映画ナタリー - 最新映画ニュースを日々配信

「私たちのハァハァ」舞台挨拶、松居大悟が「4人と離れるの寂しい」と涙目

188

「私たちのハァハァ」公開初日舞台挨拶の様子。

「私たちのハァハァ」公開初日舞台挨拶の様子。

本日9月12日、東京・テアトル新宿にて「私たちのハァハァ」公開初日舞台挨拶が開催され、キャストの井上苑子大関れいか真山朔三浦透子池松壮亮中村映里子、監督の松居大悟が登壇した。

「私たちのハァハァ」は福岡の女子高生4人が、東京で行われるクリープハイプのライブを観に行くため、1000キロの道を自転車で駆け抜けるロードムービー。松居はこの映画を作ったきっかけについて「ずっとクリープハイプのMVを撮っていたんですけど、その感想をエゴサーチすると観た人によって感想が違って、制作側が意図したテーマをはるかに超えた解釈もあって面白くて。僕にとってファンが一番身近な存在なので、どうしてファンを主役にしたこういう映画がないんだろう?と思ったんです。もともと光が当たってる人の映画なんてあって当たり前なので、カウンターのつもりで作りました」と明かす。

続いて「4人で普段過ごしている空気感のままの映画を作っていただいたのですごく思い入れがあります。1人で秘密を抱えているような気持ちで公開を待っていたので、やっと皆さんのもとに届けられるのがうれしいです」と話した三浦をはじめ、井上、大関、真山も去年の夏に撮影してから本日公開を迎えたことへの感動を語っていく。するといつのまにか松居が「感慨深くなってきた……」と涙目に。「撮影後もライブを観に行ったり一緒に取材を受けていたりしていたんですけど、ようやく初日を迎えてこの映画がみんなのものになっていくんだと思うと……僕らはもう会わなくなるんだなって……」と本音をこぼす。さらに松居は、制作中も4人の演じる主人公たちに感情移入しすぎて、彼女たちが中村の演じるキャラクターに叱られる重要なシーンを「責められるのが辛い」という理由で一度はカットしてしまったとのこと。「切ったらスッキリしたんですけど、皆に『戻せ戻せ』って言われて」と話し、笑いを誘った。
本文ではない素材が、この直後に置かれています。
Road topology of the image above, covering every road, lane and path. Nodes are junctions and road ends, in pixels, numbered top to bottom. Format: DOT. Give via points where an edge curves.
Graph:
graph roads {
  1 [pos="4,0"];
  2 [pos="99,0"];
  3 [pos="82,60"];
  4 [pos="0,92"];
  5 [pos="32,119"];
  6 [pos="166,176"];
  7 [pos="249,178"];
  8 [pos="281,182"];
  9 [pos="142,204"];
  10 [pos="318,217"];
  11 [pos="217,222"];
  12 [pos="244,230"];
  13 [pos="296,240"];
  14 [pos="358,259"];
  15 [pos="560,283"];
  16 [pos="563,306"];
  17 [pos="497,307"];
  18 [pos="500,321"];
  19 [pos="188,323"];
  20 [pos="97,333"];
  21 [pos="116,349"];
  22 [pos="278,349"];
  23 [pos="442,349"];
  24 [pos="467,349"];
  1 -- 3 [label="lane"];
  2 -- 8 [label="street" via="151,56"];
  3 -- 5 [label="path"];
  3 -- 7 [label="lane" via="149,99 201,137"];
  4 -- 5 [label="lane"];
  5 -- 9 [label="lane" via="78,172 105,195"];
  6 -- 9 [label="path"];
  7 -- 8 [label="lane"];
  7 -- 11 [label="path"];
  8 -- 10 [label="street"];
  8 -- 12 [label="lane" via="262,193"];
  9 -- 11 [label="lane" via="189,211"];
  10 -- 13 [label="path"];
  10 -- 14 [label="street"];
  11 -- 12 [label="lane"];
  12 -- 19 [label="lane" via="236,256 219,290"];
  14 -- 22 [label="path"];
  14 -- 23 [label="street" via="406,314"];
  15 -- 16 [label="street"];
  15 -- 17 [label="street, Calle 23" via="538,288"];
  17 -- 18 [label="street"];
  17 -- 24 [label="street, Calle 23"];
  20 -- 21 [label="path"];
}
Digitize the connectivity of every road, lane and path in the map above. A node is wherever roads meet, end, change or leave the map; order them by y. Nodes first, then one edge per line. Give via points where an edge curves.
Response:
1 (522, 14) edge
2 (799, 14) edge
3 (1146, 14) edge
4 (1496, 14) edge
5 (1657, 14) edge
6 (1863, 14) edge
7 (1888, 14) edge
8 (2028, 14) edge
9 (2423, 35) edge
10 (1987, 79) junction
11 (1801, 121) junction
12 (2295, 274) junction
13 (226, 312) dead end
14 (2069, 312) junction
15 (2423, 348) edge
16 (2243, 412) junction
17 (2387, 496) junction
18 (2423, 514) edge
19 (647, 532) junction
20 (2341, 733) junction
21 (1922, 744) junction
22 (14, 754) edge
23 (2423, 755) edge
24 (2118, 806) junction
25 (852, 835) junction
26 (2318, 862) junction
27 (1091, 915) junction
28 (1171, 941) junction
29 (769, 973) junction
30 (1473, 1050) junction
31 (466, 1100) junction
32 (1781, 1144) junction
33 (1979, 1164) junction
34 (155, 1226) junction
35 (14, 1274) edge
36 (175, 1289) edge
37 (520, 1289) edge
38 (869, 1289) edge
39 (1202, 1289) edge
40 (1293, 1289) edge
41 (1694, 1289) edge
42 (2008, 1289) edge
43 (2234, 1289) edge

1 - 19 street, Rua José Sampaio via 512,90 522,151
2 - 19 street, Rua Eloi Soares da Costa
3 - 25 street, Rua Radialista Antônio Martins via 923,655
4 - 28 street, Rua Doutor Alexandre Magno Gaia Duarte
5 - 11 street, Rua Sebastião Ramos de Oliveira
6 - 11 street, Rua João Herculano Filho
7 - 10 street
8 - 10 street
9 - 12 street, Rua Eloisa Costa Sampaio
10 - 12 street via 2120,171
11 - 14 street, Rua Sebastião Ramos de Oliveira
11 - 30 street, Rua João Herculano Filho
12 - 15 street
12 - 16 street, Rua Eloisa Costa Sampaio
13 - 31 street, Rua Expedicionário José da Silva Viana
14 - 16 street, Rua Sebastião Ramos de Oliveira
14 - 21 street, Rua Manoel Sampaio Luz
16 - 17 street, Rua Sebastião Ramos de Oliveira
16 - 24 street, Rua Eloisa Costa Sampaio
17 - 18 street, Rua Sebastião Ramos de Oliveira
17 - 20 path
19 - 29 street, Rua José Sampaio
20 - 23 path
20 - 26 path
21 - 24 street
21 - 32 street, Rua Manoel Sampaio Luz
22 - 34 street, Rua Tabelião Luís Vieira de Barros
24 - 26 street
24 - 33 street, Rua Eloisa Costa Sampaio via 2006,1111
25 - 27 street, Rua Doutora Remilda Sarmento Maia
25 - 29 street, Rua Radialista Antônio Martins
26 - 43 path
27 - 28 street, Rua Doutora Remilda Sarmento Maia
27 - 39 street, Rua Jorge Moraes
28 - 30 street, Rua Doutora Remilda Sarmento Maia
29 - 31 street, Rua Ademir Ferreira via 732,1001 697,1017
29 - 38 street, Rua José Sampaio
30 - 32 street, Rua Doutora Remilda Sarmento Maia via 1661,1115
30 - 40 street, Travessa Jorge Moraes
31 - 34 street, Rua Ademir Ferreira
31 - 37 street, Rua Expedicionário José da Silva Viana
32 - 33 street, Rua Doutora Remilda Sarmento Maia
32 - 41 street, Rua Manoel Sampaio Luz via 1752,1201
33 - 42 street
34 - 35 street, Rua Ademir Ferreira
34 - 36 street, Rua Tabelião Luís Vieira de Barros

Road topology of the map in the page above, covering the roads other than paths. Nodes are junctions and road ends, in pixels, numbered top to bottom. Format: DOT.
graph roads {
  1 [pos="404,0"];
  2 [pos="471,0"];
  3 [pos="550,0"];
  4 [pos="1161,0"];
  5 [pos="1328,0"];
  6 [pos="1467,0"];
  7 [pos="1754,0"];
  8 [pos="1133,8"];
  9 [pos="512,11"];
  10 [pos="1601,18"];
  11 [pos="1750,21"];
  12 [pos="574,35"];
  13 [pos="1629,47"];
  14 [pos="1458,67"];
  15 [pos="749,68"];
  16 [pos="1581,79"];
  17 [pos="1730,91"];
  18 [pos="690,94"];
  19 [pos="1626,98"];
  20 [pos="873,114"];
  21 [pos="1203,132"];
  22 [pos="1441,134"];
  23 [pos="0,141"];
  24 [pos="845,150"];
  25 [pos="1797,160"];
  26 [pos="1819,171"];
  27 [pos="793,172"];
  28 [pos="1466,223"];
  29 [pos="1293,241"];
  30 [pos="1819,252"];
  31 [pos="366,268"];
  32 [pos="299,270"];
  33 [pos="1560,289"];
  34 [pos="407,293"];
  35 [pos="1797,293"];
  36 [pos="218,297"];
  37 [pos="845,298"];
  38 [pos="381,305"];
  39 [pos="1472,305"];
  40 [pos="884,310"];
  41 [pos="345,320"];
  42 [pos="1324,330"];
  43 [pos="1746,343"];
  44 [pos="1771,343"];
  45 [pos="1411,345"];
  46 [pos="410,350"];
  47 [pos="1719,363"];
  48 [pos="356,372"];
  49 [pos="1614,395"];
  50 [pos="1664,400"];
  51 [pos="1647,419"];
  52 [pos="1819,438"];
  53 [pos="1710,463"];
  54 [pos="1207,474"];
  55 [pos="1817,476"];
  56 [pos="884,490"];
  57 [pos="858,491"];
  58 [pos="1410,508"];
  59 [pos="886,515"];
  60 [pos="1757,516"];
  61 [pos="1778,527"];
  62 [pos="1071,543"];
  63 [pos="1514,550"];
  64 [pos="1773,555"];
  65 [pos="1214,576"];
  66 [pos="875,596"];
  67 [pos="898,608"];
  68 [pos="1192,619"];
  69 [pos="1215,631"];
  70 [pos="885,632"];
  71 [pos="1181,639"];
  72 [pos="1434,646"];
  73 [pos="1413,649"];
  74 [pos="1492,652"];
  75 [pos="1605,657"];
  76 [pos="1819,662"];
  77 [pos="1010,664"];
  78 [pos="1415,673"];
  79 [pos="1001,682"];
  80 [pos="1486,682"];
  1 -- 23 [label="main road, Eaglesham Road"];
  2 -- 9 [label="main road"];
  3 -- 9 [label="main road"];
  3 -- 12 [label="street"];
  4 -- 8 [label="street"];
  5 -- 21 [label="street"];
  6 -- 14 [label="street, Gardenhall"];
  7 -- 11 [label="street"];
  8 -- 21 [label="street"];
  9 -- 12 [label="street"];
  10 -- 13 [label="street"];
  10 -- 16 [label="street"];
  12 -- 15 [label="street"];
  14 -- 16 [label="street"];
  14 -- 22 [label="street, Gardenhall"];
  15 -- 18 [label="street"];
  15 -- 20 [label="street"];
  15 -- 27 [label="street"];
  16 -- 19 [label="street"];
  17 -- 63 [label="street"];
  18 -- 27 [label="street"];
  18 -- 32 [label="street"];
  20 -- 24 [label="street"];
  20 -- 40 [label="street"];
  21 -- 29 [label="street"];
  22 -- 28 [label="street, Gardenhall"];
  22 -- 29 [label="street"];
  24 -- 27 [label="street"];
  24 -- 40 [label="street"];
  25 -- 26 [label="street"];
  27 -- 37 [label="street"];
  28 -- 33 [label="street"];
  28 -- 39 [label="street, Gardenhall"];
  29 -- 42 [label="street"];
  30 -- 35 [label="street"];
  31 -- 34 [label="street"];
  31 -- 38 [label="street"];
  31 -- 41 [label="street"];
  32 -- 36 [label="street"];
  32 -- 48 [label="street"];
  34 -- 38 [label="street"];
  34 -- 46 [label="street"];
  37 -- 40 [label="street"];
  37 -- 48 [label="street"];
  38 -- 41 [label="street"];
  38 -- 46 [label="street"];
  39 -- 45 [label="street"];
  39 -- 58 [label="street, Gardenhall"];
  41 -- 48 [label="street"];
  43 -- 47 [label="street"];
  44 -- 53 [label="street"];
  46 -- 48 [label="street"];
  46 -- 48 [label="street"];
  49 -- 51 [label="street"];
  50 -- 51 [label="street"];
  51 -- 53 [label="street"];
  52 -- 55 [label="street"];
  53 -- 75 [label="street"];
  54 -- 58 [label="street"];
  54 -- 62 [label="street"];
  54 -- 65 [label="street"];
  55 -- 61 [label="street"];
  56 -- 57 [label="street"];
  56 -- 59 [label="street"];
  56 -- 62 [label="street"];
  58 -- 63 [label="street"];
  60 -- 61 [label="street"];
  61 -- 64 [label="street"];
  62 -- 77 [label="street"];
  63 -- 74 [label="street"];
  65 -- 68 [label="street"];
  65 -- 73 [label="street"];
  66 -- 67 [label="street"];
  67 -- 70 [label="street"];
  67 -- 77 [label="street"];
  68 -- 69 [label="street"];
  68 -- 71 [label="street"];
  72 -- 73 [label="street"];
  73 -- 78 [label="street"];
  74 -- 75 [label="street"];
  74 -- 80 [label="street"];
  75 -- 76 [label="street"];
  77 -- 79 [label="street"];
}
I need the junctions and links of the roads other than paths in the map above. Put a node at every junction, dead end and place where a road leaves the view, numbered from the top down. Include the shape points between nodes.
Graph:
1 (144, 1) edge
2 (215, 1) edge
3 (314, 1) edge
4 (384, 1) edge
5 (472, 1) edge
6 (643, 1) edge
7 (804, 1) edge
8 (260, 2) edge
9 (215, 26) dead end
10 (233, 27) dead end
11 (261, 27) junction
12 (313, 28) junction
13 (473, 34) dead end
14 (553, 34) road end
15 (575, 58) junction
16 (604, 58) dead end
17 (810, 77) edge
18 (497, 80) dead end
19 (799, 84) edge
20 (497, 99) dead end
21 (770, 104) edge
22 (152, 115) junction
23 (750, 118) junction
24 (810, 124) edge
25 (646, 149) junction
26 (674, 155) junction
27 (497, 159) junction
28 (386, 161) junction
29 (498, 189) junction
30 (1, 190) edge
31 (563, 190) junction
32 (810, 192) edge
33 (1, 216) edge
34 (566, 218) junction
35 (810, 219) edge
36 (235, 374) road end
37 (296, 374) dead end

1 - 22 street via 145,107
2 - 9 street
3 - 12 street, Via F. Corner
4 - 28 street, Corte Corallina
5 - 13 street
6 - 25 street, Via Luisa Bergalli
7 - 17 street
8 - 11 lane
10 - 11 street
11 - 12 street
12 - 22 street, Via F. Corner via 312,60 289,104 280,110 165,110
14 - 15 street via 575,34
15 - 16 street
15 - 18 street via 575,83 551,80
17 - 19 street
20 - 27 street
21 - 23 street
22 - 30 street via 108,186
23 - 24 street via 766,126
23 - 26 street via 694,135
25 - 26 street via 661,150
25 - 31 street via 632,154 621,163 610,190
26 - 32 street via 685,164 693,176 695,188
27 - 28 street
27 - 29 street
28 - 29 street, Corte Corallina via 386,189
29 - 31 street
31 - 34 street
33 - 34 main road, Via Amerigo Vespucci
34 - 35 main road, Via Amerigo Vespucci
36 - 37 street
中村は本作について「松居さん、またいい映画作っちゃったなと。撮影中はスタッフの方たちが4人のことを日々好きになっていくのがわかって、愛されているんだなって、ちょっとうらやましいと思いました」とコメント。松居の「自分の事ばかりで情けなくなるよ」にも出演している池松が「松居さんとは何度も一緒にやってきましたけど、僕は今回が一番面白いと思う。だから僕はもう、松居組を引退しようかなと思いました。あとは4人に任せて」と発言し、4人から「いやいやいや!」とツッコミを受ける場面も。

最後に松居が「もともとこうやって劇場に足を運んでくださったり、感想を話してくださったりする方への私信のような気持ちで作ったので、今はそうやって広がっていったらいいなという気持ちと……みんなと離れ離れになるのは寂しいなという気持ちです」と改めて心境を語り、会場は拍手に包まれ舞台挨拶は終了した。

「私たちのハァハァ」はテアトル新宿ほかにて上映中。なお本日より、真山演じるチエのその後を描いたクリープハイプの新曲「クリープ」のMVも、YouTubeにて公開されている。